Workplace suicide is the psychological equivalent of physical workplace death, but there is always uncertainty about the role of work in a suicide, even when a suicide may occur in a workplace. There is even more uncertainty about work-related suicides. A suicide may occur anywhere, but the person’s mental state leading to suicide remains unclear without a note explaining the reason. Some people leave notes or a letter that clearly shows a link with work, but the work context is often inferred by discussions with close friends and relatives about the person’s mental state leading up to death.
This situation makes it almost impossible to be definitive about the worst-case scenario of psychological risks, but we can still work with estimates.

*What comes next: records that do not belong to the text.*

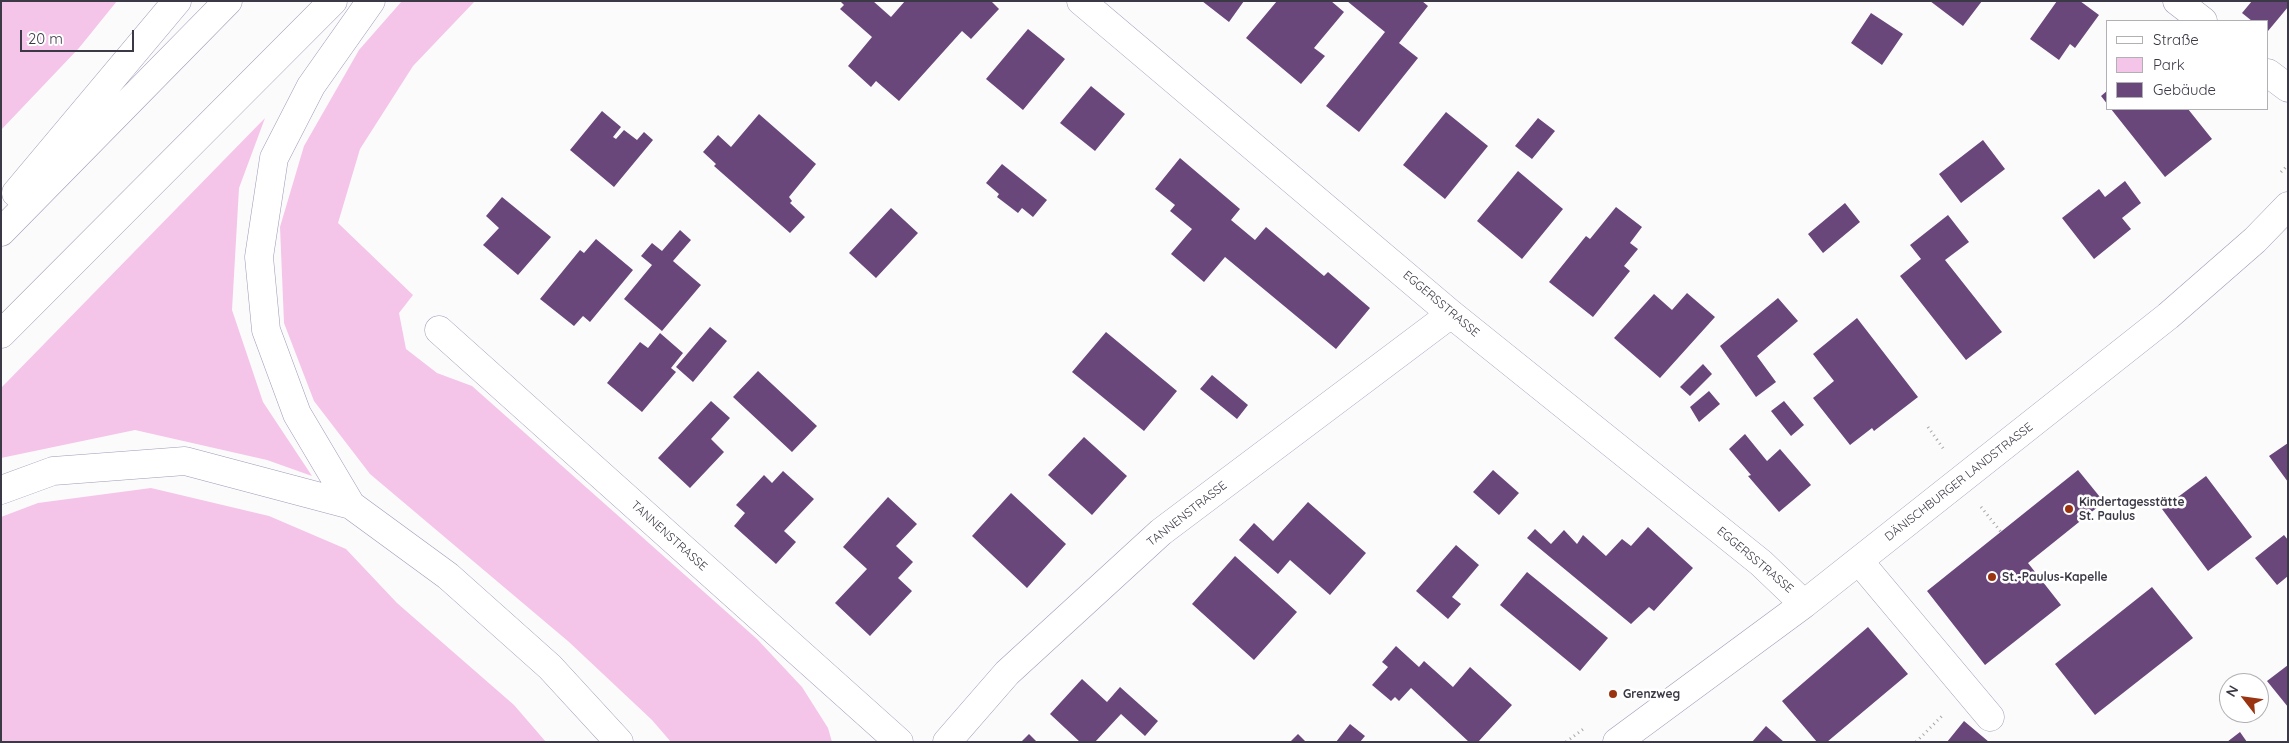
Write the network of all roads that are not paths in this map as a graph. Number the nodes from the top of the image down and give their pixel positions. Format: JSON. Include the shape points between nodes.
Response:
{"nodes":[{"id":1,"x":177,"y":1,"type":"edge"},
{"id":2,"x":228,"y":1,"type":"edge"},
{"id":3,"x":333,"y":1,"type":"edge"},
{"id":4,"x":371,"y":1,"type":"edge"},
{"id":5,"x":1080,"y":1,"type":"edge"},
{"id":6,"x":2177,"y":1,"type":"edge"},
{"id":7,"x":2202,"y":20,"type":"edge"},
{"id":8,"x":2269,"y":74,"type":"edge"},
{"id":9,"x":2288,"y":88,"type":"edge"},
{"id":10,"x":2288,"y":206,"type":"edge"},
{"id":11,"x":1,"y":211,"type":"edge"},
{"id":12,"x":1,"y":232,"type":"edge"},
{"id":13,"x":1451,"y":314,"type":"junction"},
{"id":14,"x":439,"y":330,"type":"dead end"},
{"id":15,"x":1,"y":334,"type":"edge"},
{"id":16,"x":1,"y":490,"type":"edge"},
{"id":17,"x":351,"y":505,"type":"junction"},
{"id":18,"x":1859,"y":561,"type":"junction"},
{"id":19,"x":1804,"y":604,"type":"junction"},
{"id":20,"x":1990,"y":717,"type":"dead end"},
{"id":21,"x":618,"y":742,"type":"edge"},
{"id":22,"x":899,"y":742,"type":"edge"},
{"id":23,"x":947,"y":742,"type":"edge"},
{"id":24,"x":1617,"y":742,"type":"edge"}],
"edges":[{"from":1,"to":11,"type":"main road"},
{"from":2,"to":12,"type":"main road"},
{"from":3,"to":15,"type":"main road"},
{"from":4,"to":17,"type":"main road","via":[[311,86],[274,158],[259,257],[266,330],[297,414]]},
{"from":5,"to":13,"type":"main road","name":"EGGERSSTRASSE"},
{"from":6,"to":7,"type":"main road"},
{"from":8,"to":9,"type":"main road"},
{"from":10,"to":18,"type":"main road","name":"DÄNISCHBURGER LANDSTRASSE","via":[[2255,240],[2168,316]]},
{"from":13,"to":19,"type":"main road","name":"EGGERSSTRASSE","via":[[1761,563]]},
{"from":13,"to":23,"type":"main road","name":"TANNENSTRASSE","via":[[1161,532],[1007,673]]},
{"from":14,"to":22,"type":"main road","name":"TANNENSTRASSE"},
{"from":16,"to":17,"type":"main road","via":[[53,471],[185,461]]},
{"from":17,"to":21,"type":"main road","via":[[448,576],[536,654]]},
{"from":18,"to":19,"type":"main road","name":"DÄNISCHBURGER LANDSTRASSE"},
{"from":18,"to":20,"type":"main road"},
{"from":19,"to":24,"type":"main road","name":"DÄNISCHBURGER LANDSTRASSE"}]}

The trick is to cut through the stigma surrounding suicides to achieve as good an estimate as possible.
The Regulatory Impact Statement includes only one mention of suicide – page 32 in a graph that shows no workers compensation claims for suicide. However, this graph is an odd inclusion in an analysis of Victorian OHS regulations as, it acknowledges, Victorian workers’ compensation statistics are excluded from the data of this graph. Why bother including a chart that excludes Victorian data in an analysis of Victorian Regulations??!!
Workers’ compensation claims for suicides are low for many reasons, but they do occur. The statistic is not zero.
Oddly, the RIS does not discuss workplace suicide because any analysis of physical injuries will surely include a discussion of deaths. Workplace deaths are a significant measurement of OHS performance. Government uses declines in fatality rates as evidence of successful strategies and initiatives but this will be unlikely in the context of psychological harm due to some of the reasons mentioned above.
If the government wants employers to report on work-related psychosocial incidents, as indicated by the proposed regulation, it needs to provide clear criteria for what needs to be reported. The Notifiable Incident criteria has been stable in Victoria and elsewhere for many years. This level of clarity is required for the psychological health regulations.